GIVEN ENTRIES:
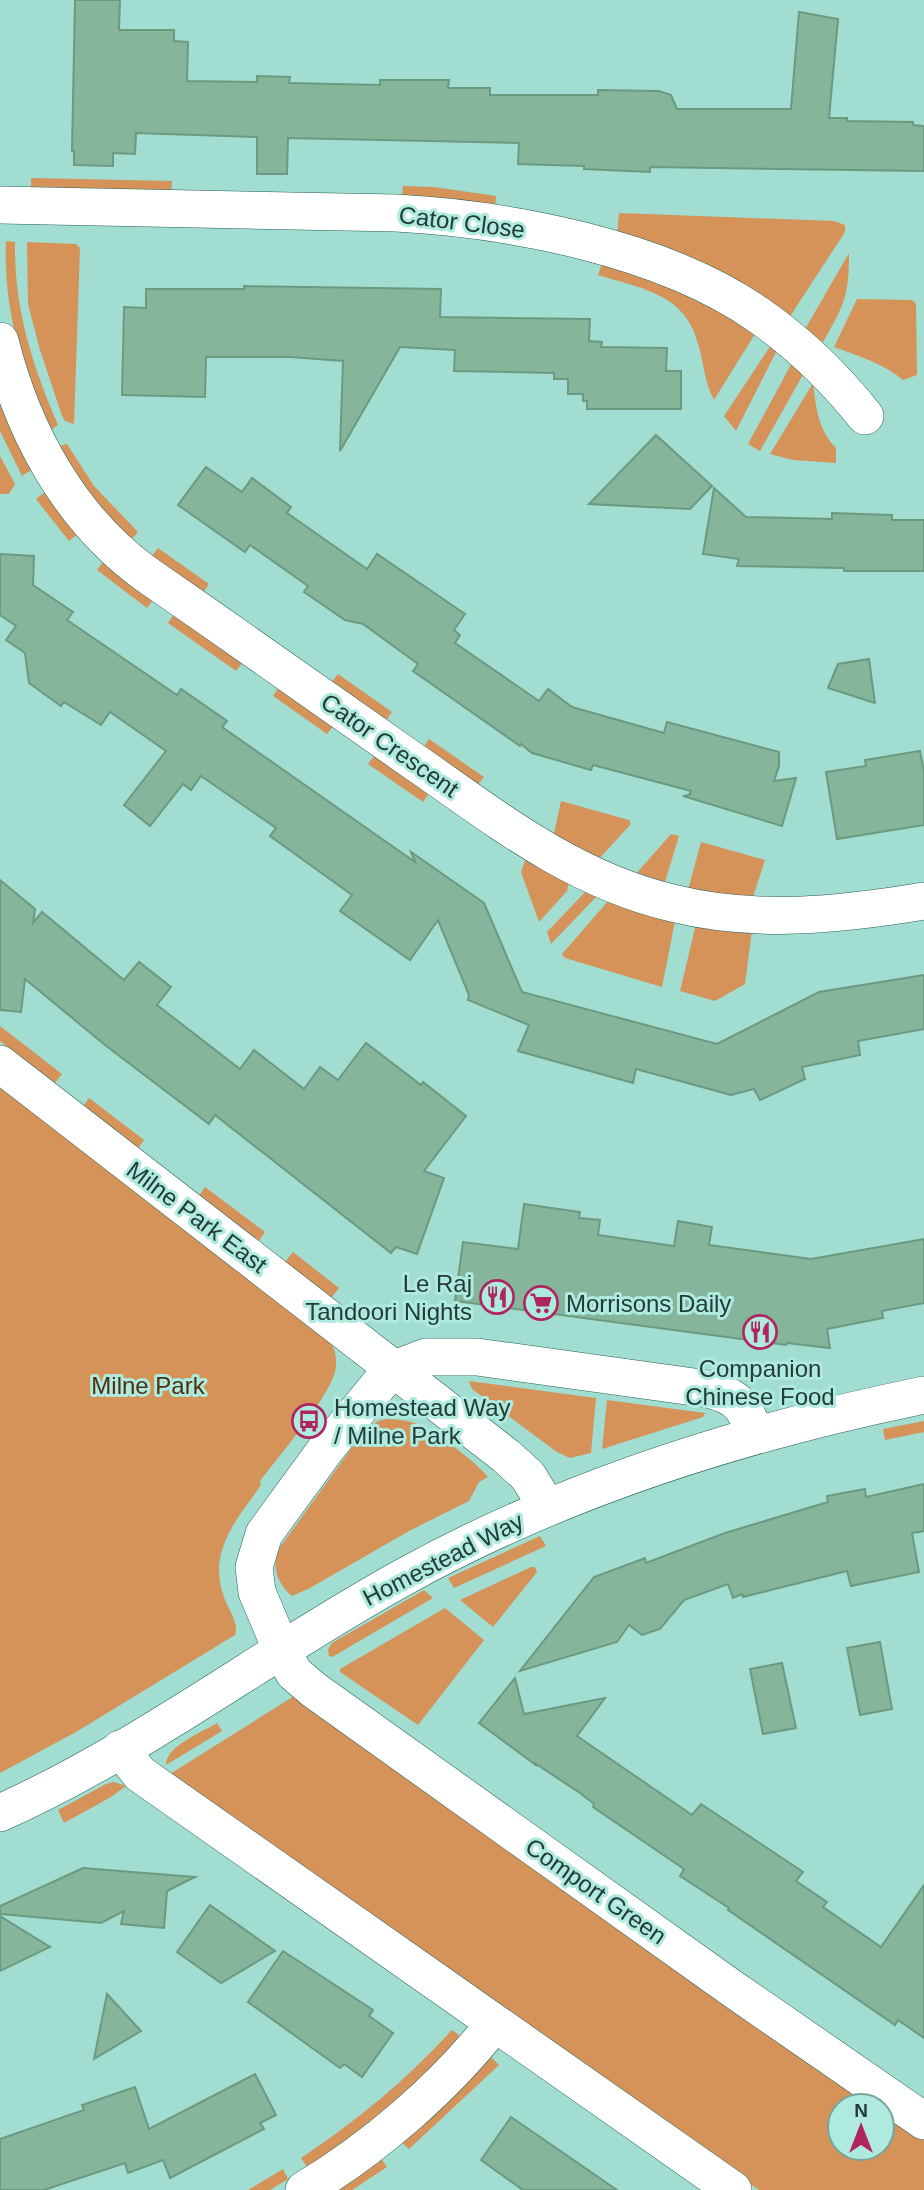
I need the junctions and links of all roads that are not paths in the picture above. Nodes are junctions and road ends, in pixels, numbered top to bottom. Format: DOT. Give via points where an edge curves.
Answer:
* * *
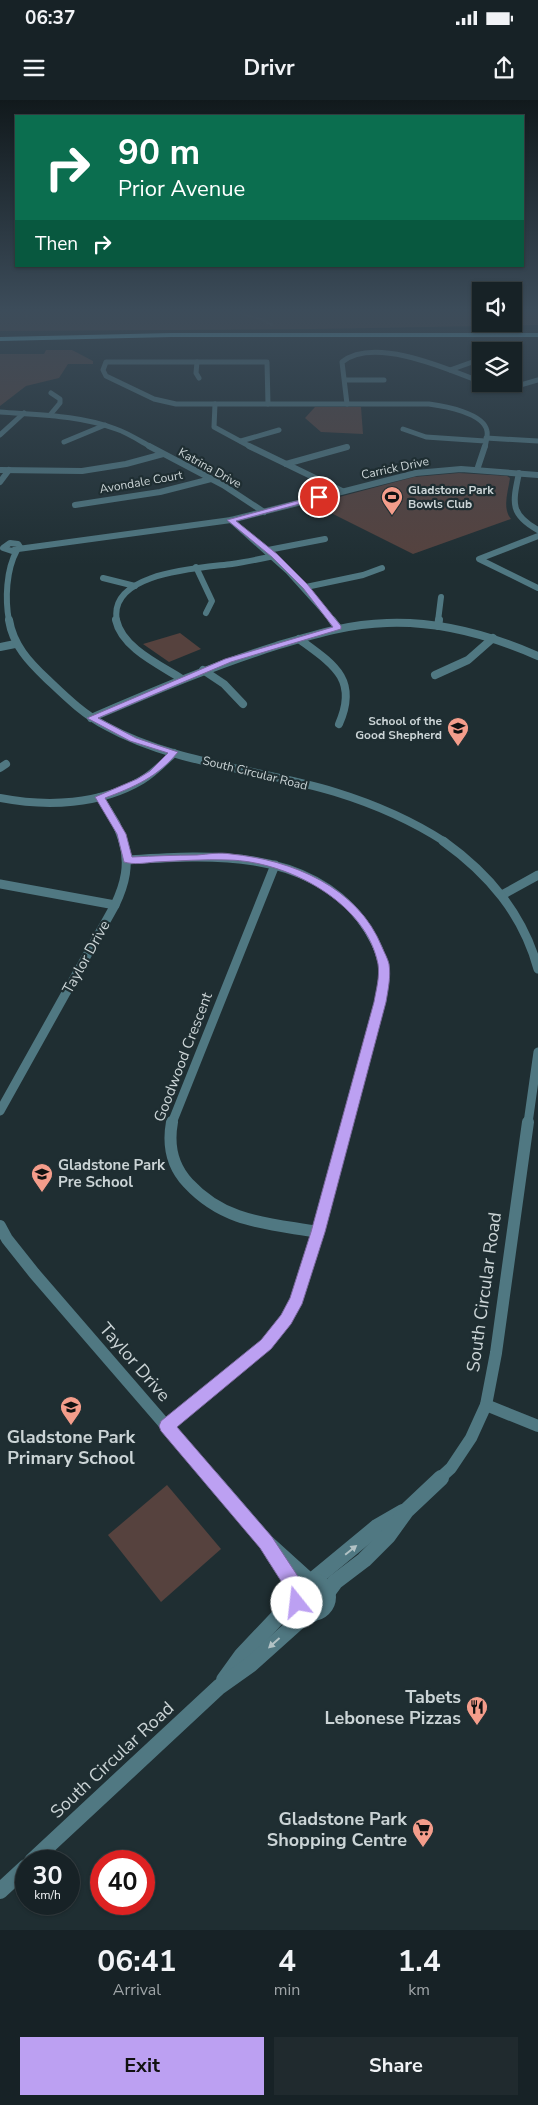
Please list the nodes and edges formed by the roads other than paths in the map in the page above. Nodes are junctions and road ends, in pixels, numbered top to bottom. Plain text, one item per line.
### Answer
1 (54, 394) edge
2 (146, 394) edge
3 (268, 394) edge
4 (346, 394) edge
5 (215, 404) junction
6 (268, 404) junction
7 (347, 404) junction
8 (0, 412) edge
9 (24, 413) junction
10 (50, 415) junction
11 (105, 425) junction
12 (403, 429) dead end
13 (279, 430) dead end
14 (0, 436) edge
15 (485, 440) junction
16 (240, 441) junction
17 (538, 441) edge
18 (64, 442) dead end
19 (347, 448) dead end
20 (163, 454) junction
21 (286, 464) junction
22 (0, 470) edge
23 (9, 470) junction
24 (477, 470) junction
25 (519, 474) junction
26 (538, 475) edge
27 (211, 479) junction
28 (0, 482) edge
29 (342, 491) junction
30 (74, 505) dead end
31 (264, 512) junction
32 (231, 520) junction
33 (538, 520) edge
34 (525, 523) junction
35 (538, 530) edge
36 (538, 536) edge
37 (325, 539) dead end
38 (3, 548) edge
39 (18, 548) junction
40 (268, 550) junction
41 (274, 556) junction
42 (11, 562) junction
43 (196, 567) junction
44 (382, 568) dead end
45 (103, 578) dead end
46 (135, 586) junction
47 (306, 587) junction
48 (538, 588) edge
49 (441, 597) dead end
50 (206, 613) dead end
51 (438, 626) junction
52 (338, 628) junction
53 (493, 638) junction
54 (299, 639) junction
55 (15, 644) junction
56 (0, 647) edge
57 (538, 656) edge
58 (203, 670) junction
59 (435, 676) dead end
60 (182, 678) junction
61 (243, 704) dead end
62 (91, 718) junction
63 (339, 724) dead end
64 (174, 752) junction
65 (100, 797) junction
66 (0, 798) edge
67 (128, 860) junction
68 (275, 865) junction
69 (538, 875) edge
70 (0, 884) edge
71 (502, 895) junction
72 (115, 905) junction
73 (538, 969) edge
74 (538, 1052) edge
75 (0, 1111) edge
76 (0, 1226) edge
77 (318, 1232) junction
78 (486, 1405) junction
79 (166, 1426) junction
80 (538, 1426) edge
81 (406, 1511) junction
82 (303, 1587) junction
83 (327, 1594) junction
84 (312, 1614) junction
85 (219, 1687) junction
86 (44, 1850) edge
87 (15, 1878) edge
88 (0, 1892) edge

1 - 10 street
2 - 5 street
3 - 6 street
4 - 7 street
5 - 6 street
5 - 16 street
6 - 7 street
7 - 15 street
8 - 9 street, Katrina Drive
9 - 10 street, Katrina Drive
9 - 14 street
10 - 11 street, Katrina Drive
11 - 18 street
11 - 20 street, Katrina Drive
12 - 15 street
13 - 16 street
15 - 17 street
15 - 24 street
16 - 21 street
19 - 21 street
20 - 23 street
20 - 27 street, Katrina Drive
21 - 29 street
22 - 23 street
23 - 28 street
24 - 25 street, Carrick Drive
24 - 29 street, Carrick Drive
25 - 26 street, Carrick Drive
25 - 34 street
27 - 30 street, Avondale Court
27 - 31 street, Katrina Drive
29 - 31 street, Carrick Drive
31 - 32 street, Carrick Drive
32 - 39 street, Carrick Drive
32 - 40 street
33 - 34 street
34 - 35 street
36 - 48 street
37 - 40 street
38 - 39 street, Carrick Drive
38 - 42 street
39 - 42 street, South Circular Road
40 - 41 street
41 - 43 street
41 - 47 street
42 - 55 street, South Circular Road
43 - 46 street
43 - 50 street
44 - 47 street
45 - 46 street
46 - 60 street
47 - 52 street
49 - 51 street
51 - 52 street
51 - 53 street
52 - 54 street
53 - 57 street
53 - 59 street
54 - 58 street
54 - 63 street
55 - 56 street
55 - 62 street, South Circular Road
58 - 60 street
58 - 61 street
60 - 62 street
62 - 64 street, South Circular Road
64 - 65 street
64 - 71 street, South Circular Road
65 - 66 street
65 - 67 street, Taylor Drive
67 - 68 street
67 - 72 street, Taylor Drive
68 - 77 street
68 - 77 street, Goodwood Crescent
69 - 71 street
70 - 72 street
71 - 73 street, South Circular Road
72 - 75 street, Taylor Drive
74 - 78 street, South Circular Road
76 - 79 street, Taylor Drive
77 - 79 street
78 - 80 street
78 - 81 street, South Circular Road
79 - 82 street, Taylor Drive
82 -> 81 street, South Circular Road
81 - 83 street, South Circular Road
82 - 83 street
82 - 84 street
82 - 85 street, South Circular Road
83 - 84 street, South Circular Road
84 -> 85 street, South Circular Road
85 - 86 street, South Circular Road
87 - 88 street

BRIEF: Extract each line holding the word "above" from the records.

FINAL ANSWER:
I need the junctions and links of all roads that are not paths in the picture above. Nodes are junctions and road ends, in pixels, numbered top to bottom. Format: DOT. Give via points where an edge curves.
Please list the nodes and edges formed by the roads other than paths in the map in the page above. Nodes are junctions and road ends, in pixels, numbered top to bottom. Plain text, one item per line.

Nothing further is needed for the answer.